Of course, there isn't a magic wand here. Sales is hard work and you'll have to earn everything you win. But you can use these 5 steps to take a hard look at your existing approach and caliberate your approach moving forward.
- Really look at yourself. Don’t point the finger at the customer or at the market or at the competition, because you cannot change any of those things. What you can change is the way you can approach the customer, the market, and the competition.
Ask yourself: What can be doing to drive the proposal and increase my chances for winning? Then write these things down, make a plan, and execute. It's easy to throw a pity party for get emotional when the sales aren't rolling in. Ultimately you have to suck it up, look in the mirror, and decide that you're going to improve.
- Be the expert and drive the sales process. Start by making sure you’re not just submitting bids. You want to make sure you're not wasting your time on proposals that won't be a good fit for your company.
When you find a contract worth pursuing start by asking the client about their reasons for reviewing the current vendor and when they’d like to have a new vendor in place. Use those answers to cater your proposal. Be the trusted advisor. You can't always be the lowest price (nor do you always want to be), so you've got to be better at delivering value.
- Be selective in the bids that you’re going after. If there’s a qualifying process the customer has to go through to get to the proposal, it helps qualify how likely it is they will follow through. This could be as simple as a lead form on your website. If they don’t want to fill out the entire questionnaire, you’ll know how serious they are about making a purchasing decision.
- Use acknowledgments. Acknowledge that it’s a competitive environment. Prep the prospect that they’re going to get lots of bids (if they're going out for bid), help them understand how the prospects work, and that it's okay to say no to you or your competitors. By bringing safety into the conversation, it gives you the upper hand, and you’ll stand out as a trusted expert in the industry.

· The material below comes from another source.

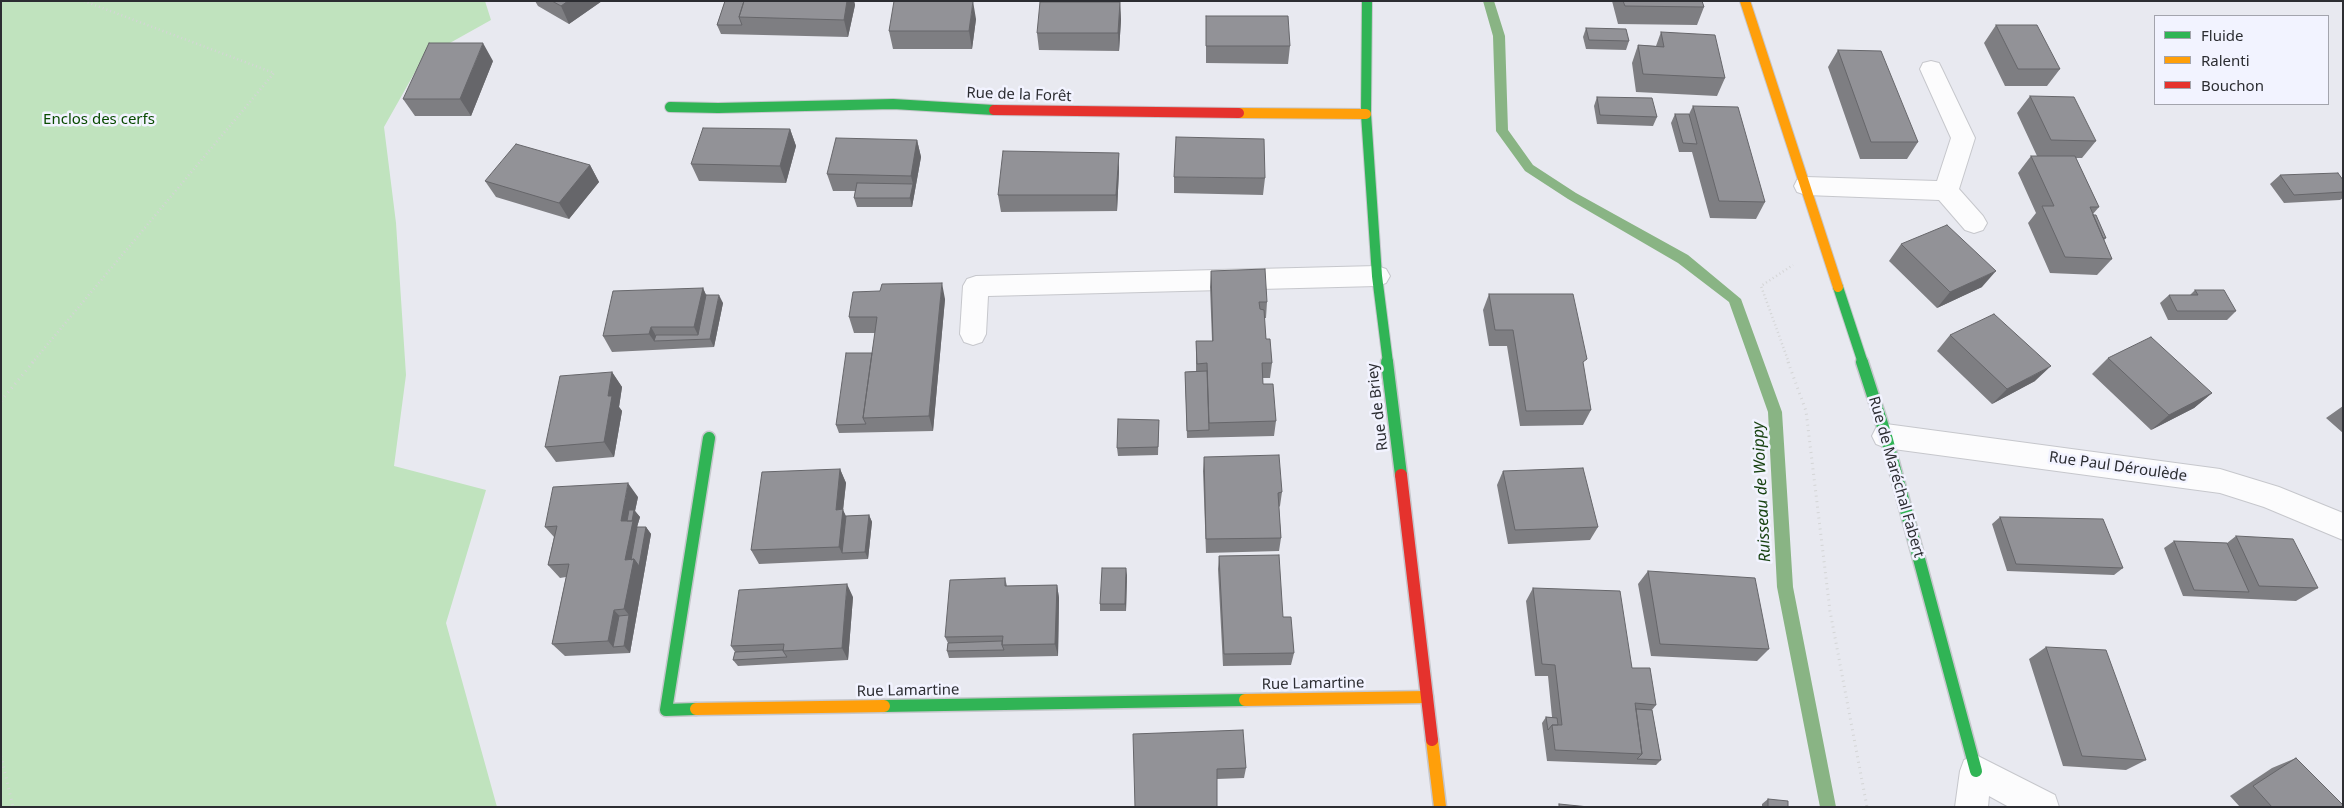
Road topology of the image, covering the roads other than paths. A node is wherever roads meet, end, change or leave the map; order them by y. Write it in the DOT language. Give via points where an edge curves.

- Ask for the last look. Schedule a follow up with the client, and ask if they will give you the last look. Most of the time, they will say yes, which will be a huge benefit for you, as you have an opportunity for a rebuttal if your proposal isn’t currently the top choice.
While these five steps still cannot guarantee you'll get a new client, it will lead to future sales. Get in the habit of practicing these five steps every time you're preparing a proposal to be sure you're really putting your best effort out there.